- _What you need to do_
Write every entry out again with no changes, and leave the images behind.

========

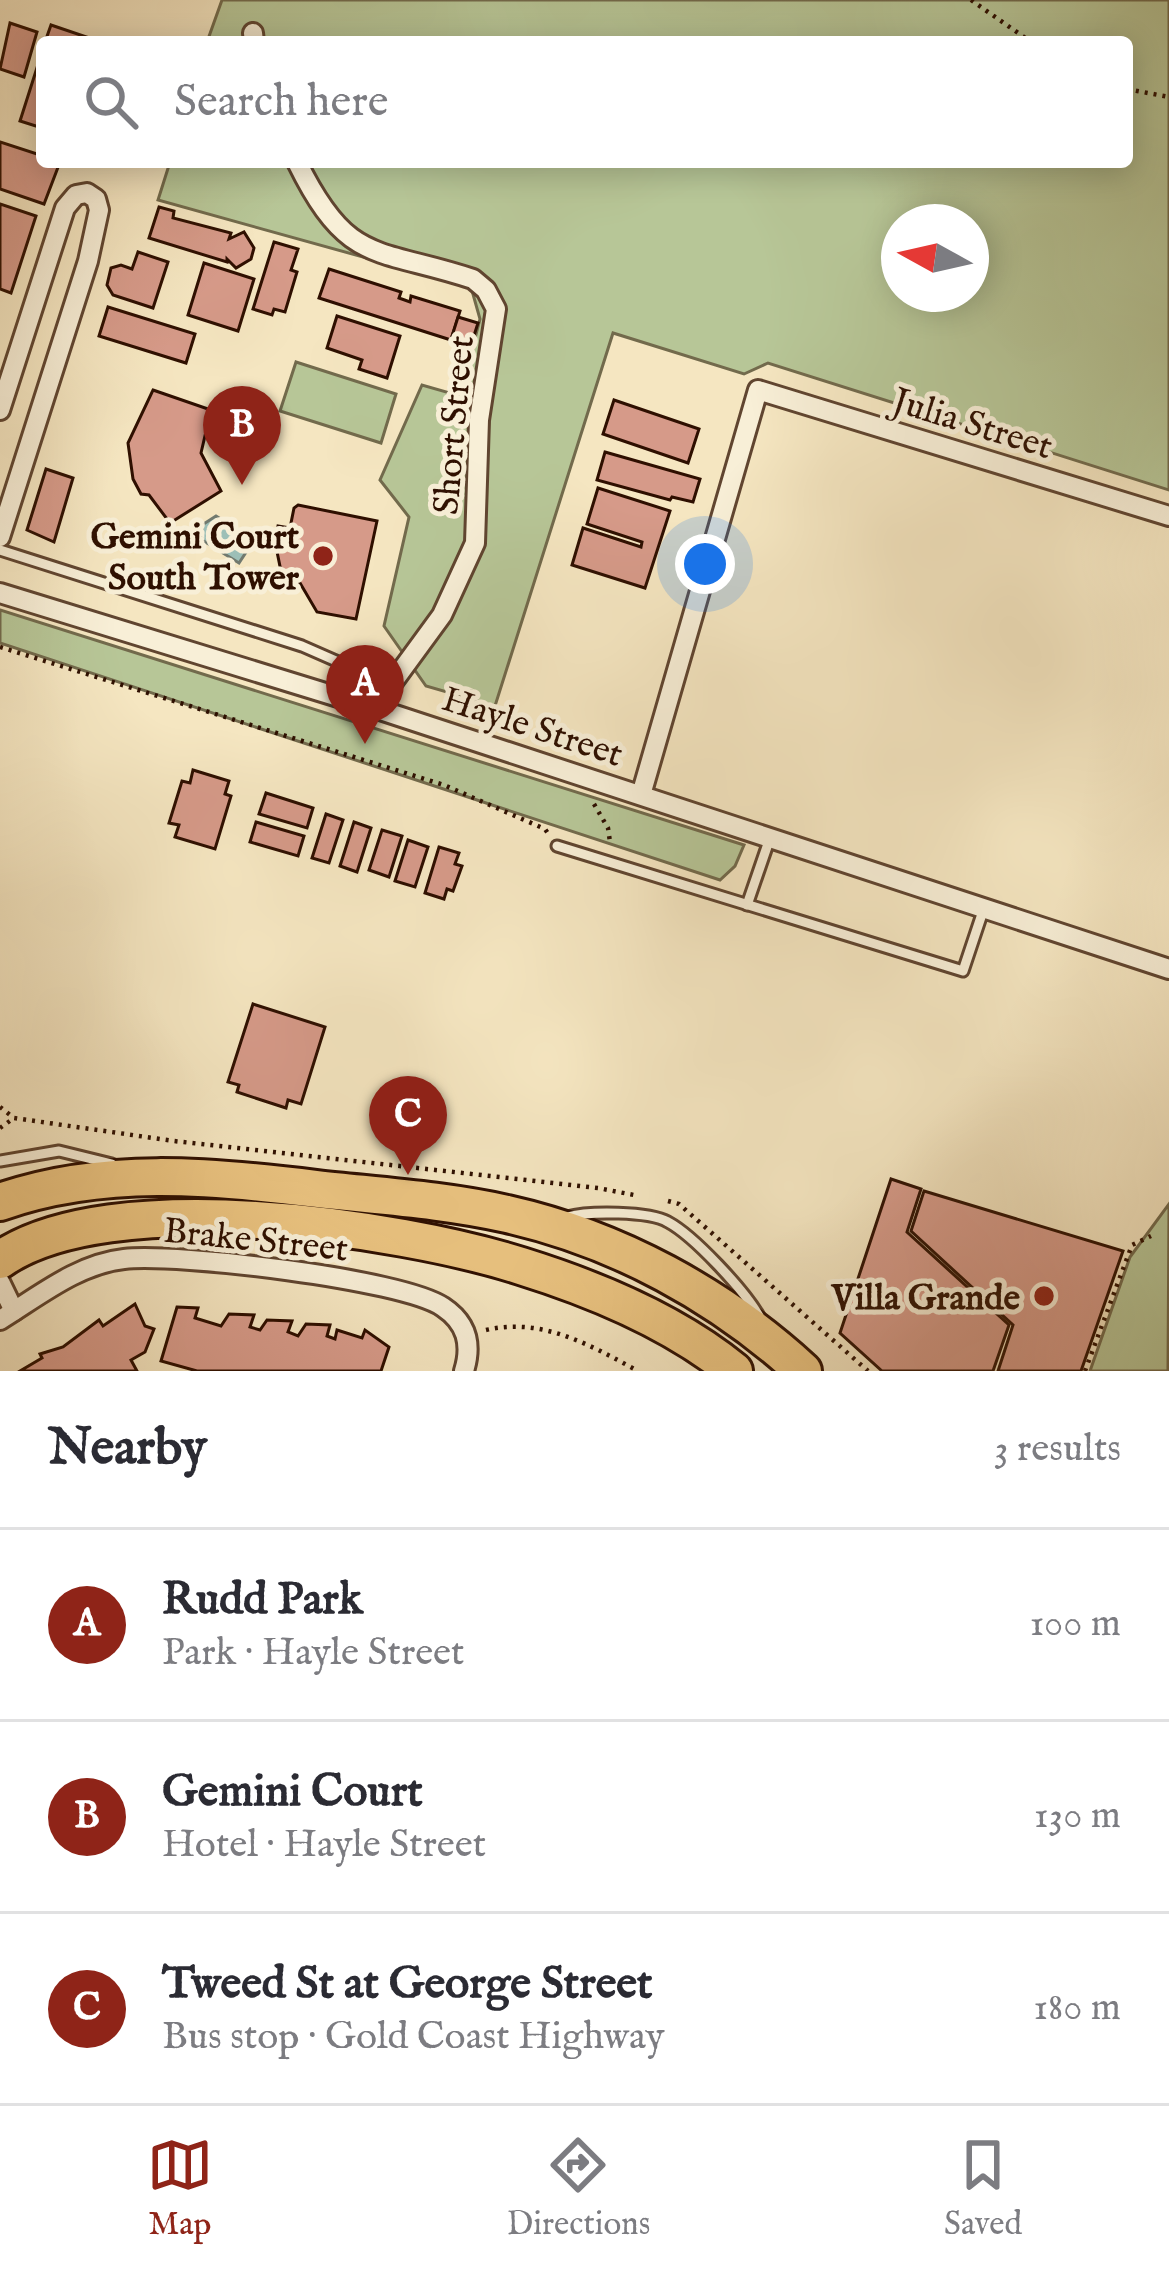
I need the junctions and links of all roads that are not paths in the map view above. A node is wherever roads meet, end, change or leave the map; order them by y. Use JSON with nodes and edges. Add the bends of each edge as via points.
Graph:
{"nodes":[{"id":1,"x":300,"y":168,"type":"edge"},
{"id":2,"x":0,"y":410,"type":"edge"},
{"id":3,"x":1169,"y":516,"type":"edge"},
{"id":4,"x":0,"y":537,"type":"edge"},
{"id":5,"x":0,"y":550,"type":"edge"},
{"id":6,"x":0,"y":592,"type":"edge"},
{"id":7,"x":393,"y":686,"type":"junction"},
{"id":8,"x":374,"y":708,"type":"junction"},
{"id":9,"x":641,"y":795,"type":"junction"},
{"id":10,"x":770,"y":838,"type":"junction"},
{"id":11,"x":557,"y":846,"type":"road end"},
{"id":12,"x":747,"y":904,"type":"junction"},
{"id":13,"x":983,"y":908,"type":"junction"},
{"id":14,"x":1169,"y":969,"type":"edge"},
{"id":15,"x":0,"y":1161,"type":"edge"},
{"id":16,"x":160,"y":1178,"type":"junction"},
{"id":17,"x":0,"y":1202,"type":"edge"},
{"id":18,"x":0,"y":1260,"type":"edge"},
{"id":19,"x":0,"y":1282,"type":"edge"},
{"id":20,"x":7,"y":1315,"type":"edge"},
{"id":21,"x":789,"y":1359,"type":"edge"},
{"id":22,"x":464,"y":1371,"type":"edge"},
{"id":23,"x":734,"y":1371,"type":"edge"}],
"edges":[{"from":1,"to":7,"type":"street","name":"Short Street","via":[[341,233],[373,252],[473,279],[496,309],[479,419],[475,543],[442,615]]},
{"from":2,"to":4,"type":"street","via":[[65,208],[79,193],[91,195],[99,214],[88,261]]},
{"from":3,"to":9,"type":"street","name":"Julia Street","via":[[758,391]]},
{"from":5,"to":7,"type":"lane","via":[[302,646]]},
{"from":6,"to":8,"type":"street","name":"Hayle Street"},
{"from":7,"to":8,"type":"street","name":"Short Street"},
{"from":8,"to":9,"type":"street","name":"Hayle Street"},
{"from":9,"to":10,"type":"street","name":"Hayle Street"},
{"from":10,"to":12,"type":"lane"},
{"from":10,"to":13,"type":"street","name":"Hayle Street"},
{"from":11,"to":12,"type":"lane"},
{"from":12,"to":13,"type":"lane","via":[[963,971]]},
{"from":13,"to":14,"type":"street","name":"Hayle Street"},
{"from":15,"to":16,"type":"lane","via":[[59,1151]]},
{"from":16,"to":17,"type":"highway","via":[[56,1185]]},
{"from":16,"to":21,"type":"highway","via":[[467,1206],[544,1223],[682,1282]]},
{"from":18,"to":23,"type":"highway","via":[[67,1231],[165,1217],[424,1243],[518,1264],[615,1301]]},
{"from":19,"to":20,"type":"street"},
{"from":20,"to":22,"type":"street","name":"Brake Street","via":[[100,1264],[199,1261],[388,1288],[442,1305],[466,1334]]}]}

========

- _Reply_
I need the junctions and links of all roads that are not paths in the map view above. A node is wherever roads meet, end, change or leave the map; order them by y. Use JSON with nodes and edges. Add the bends of each edge as via points.
Graph:
{"nodes":[{"id":1,"x":300,"y":168,"type":"edge"},
{"id":2,"x":0,"y":410,"type":"edge"},
{"id":3,"x":1169,"y":516,"type":"edge"},
{"id":4,"x":0,"y":537,"type":"edge"},
{"id":5,"x":0,"y":550,"type":"edge"},
{"id":6,"x":0,"y":592,"type":"edge"},
{"id":7,"x":393,"y":686,"type":"junction"},
{"id":8,"x":374,"y":708,"type":"junction"},
{"id":9,"x":641,"y":795,"type":"junction"},
{"id":10,"x":770,"y":838,"type":"junction"},
{"id":11,"x":557,"y":846,"type":"road end"},
{"id":12,"x":747,"y":904,"type":"junction"},
{"id":13,"x":983,"y":908,"type":"junction"},
{"id":14,"x":1169,"y":969,"type":"edge"},
{"id":15,"x":0,"y":1161,"type":"edge"},
{"id":16,"x":160,"y":1178,"type":"junction"},
{"id":17,"x":0,"y":1202,"type":"edge"},
{"id":18,"x":0,"y":1260,"type":"edge"},
{"id":19,"x":0,"y":1282,"type":"edge"},
{"id":20,"x":7,"y":1315,"type":"edge"},
{"id":21,"x":789,"y":1359,"type":"edge"},
{"id":22,"x":464,"y":1371,"type":"edge"},
{"id":23,"x":734,"y":1371,"type":"edge"}],
"edges":[{"from":1,"to":7,"type":"street","name":"Short Street","via":[[341,233],[373,252],[473,279],[496,309],[479,419],[475,543],[442,615]]},
{"from":2,"to":4,"type":"street","via":[[65,208],[79,193],[91,195],[99,214],[88,261]]},
{"from":3,"to":9,"type":"street","name":"Julia Street","via":[[758,391]]},
{"from":5,"to":7,"type":"lane","via":[[302,646]]},
{"from":6,"to":8,"type":"street","name":"Hayle Street"},
{"from":7,"to":8,"type":"street","name":"Short Street"},
{"from":8,"to":9,"type":"street","name":"Hayle Street"},
{"from":9,"to":10,"type":"street","name":"Hayle Street"},
{"from":10,"to":12,"type":"lane"},
{"from":10,"to":13,"type":"street","name":"Hayle Street"},
{"from":11,"to":12,"type":"lane"},
{"from":12,"to":13,"type":"lane","via":[[963,971]]},
{"from":13,"to":14,"type":"street","name":"Hayle Street"},
{"from":15,"to":16,"type":"lane","via":[[59,1151]]},
{"from":16,"to":17,"type":"highway","via":[[56,1185]]},
{"from":16,"to":21,"type":"highway","via":[[467,1206],[544,1223],[682,1282]]},
{"from":18,"to":23,"type":"highway","via":[[67,1231],[165,1217],[424,1243],[518,1264],[615,1301]]},
{"from":19,"to":20,"type":"street"},
{"from":20,"to":22,"type":"street","name":"Brake Street","via":[[100,1264],[199,1261],[388,1288],[442,1305],[466,1334]]}]}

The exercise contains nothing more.